Константин Леонтьев - страница 41

Шрифт
Интервал


Леонтьев стал иногда бывать в доме Каткова. Константин смотрел на него с невольным сожалением: у бедного Каткова отобрали университетскую кафедру, он редактировал бесцветную газету; его жена худа, с большим носом, высокими плечами; квартира Катковых имела вид труженический, а халат хозяин носил самый обыкновенный. Михаил Никифорович был (по мнению Леонтьева) уже не молод (ему в тот момент исполнилось 36 лет), жена его выглядела гораздо хуже душистой и страстной Зинаиды… Леонтьев не только не ощущал себя зависимым от редактора неизвестным молодым автором, наоборот, он чувствовал свое превосходство над Михаилом Никифоровичем, которое смешивалось в душе с ноткой жалости к увядающему Каткову…

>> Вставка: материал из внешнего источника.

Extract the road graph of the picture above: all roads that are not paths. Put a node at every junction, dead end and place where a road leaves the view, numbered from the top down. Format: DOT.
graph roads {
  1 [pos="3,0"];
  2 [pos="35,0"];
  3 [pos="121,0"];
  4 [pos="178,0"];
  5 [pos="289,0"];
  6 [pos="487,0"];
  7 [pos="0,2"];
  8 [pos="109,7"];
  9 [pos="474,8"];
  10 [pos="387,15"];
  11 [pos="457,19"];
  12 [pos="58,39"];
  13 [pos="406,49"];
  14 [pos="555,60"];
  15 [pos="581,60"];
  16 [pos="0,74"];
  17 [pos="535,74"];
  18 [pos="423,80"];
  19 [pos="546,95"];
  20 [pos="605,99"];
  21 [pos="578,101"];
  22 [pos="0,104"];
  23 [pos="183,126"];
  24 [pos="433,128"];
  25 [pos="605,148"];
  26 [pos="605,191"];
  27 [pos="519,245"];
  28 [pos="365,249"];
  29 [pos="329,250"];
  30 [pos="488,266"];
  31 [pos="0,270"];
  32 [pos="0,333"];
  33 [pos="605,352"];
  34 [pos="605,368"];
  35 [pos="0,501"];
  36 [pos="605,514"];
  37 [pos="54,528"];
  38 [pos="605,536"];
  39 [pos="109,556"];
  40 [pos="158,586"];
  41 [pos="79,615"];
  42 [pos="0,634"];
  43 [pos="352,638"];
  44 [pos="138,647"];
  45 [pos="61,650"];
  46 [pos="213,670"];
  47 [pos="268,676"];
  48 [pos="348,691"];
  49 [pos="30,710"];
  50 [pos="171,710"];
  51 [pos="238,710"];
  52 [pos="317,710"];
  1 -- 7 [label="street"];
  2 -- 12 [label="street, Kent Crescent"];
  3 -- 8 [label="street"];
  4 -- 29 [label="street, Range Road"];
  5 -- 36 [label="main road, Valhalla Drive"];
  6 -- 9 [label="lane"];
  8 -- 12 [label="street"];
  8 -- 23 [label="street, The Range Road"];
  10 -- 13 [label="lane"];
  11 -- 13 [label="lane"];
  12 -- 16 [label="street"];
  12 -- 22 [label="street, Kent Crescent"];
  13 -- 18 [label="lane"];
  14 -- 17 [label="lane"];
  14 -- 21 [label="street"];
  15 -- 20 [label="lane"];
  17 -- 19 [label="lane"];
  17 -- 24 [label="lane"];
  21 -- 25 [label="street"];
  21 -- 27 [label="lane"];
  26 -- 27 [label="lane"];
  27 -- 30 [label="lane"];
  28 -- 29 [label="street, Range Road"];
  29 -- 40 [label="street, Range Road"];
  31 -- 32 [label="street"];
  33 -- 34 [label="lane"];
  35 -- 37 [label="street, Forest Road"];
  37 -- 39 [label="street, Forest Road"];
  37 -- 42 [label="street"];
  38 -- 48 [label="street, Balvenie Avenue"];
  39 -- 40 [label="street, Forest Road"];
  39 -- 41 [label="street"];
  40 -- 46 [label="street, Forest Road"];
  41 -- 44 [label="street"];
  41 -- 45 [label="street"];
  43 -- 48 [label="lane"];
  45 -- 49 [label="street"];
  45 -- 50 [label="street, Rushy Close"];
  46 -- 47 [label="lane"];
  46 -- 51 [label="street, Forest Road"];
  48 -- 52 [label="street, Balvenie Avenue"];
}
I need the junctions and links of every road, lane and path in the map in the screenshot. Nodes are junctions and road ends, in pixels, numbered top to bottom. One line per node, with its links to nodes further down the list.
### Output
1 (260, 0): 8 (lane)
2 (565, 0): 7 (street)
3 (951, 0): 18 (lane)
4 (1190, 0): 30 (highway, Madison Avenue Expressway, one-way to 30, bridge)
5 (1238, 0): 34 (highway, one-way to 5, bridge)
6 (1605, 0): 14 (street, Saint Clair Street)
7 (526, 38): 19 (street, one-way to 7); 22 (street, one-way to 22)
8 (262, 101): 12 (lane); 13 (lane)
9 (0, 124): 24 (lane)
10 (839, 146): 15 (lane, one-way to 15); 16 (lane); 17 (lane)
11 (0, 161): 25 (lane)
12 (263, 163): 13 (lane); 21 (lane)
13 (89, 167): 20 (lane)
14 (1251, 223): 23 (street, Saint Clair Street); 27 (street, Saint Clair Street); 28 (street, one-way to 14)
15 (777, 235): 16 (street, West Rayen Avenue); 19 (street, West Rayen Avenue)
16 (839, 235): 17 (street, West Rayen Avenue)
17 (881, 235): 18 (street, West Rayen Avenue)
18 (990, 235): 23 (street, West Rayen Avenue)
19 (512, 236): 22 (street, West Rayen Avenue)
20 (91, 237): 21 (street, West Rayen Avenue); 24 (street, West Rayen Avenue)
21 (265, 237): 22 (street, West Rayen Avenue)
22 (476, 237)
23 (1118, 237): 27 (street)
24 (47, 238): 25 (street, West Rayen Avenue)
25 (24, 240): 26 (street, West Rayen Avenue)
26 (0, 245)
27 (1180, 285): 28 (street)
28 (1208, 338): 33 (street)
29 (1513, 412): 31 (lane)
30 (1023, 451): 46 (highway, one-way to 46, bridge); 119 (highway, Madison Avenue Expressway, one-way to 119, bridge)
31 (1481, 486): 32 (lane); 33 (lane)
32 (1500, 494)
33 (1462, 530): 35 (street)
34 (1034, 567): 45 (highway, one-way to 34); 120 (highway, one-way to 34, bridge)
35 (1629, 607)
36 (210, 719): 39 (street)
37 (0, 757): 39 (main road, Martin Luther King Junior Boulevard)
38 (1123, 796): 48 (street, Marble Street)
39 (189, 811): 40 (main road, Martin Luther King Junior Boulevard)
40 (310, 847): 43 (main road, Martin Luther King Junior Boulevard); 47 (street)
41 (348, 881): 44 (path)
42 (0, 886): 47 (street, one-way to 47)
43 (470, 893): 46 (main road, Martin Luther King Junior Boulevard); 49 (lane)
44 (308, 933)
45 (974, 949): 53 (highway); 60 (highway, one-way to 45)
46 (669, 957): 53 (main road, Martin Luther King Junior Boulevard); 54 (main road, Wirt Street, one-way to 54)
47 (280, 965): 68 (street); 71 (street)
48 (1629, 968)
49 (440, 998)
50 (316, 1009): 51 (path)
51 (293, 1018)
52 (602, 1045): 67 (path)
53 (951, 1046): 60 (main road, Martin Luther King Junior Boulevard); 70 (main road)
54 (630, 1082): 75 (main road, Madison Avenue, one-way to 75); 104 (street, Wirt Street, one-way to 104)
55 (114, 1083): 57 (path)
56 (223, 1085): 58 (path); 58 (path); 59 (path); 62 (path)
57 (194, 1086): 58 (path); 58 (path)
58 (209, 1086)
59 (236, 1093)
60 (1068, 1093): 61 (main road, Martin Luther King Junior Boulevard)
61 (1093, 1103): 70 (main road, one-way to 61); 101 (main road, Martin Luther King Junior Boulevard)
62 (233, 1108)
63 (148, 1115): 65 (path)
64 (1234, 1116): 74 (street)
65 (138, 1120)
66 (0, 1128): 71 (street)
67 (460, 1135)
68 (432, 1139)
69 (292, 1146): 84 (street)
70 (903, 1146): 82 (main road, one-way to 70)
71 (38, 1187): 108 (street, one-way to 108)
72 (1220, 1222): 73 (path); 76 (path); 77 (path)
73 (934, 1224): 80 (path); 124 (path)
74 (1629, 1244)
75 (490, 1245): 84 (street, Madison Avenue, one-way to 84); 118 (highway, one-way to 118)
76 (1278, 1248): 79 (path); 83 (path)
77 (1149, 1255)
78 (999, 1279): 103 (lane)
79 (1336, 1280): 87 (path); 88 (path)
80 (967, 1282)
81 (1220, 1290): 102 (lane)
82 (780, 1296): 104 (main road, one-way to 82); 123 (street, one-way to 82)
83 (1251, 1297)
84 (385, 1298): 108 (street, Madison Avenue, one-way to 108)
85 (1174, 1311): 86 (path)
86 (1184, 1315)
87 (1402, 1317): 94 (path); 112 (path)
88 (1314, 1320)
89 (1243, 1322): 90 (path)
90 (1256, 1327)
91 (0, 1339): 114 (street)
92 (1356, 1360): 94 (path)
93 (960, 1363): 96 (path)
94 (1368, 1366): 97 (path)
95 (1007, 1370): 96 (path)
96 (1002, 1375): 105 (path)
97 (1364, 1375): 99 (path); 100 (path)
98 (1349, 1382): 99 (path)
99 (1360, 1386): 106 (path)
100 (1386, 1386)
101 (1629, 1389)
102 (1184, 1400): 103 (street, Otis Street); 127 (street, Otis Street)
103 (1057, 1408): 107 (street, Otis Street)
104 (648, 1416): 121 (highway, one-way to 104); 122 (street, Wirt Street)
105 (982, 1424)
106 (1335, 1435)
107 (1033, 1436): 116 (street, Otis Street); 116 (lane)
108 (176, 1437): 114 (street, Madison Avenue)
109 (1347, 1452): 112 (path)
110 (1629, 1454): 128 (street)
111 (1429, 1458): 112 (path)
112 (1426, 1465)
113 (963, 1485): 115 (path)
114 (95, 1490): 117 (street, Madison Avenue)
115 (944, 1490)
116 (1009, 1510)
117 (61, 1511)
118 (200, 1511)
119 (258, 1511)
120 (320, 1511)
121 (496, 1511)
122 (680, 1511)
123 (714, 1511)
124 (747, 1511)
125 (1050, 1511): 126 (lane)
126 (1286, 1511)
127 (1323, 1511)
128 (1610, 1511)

Жизнь распорядилась иначе: слава Каткова как публициста была еще впереди, издаваемые им «Московские ведомости» спустя 10 лет стали одной из самых влиятельных и тиражных российских газет; сам же Леонтьев в литературе долгие годы был зависим от Михаила Никифоровича. Эстетическая оценка Леонтьева тут дала сбой. Но, к его чести, он и сам признал это в воспоминаниях, приводя слава английского консула в Турции том, что «в России два императора – Александр II и мосье Катков». Впрочем, Катков на пике своей известности и вовсе перестал ему нравится.

Леонтьев был молод, красив, талантлив, любим, принят в литературных салонах, знаком со знаменитостями… Голова его не могла не закружиться! «Все продолжали меня хвалить и ободрять», – вспоминал он позднее. – «Смолоду я даже жалел беспрестанно то Каткова, то Кудрявцева, то мад. Сальяс, то, пожалуй, и самого Грановского изредка, соболезновал, думая, как им должно быть жалко и больно, что они не я, что они не красивый и холостой юноша Леонтьев, доктор и поэт с таким необозримым будущим, с такой способностью внушать к себе любовь и дружбу и т. д.»[62]

Показателен случай, произошедший в салоне Евгении Тур. Тургенев, которого посещали в то время печальные мысли о конце литературной карьеры, полулежа на диване («в темно-зеленом бархатном сюртуке» – вспоминал Леонтьев, оставаясь верным своему эстетическому восприятию действительности), рассуждал о судьбе писателя:

– Главное дело для писателя – умение вовремя слезть из седла. Садиться в седло ему страшно, он не умеет. Потом он научается управлять конем и собой, ему становится легко. Но приходит время даже более трудное, чем начинать: как понять, что пора уйти со сцены с достоинством?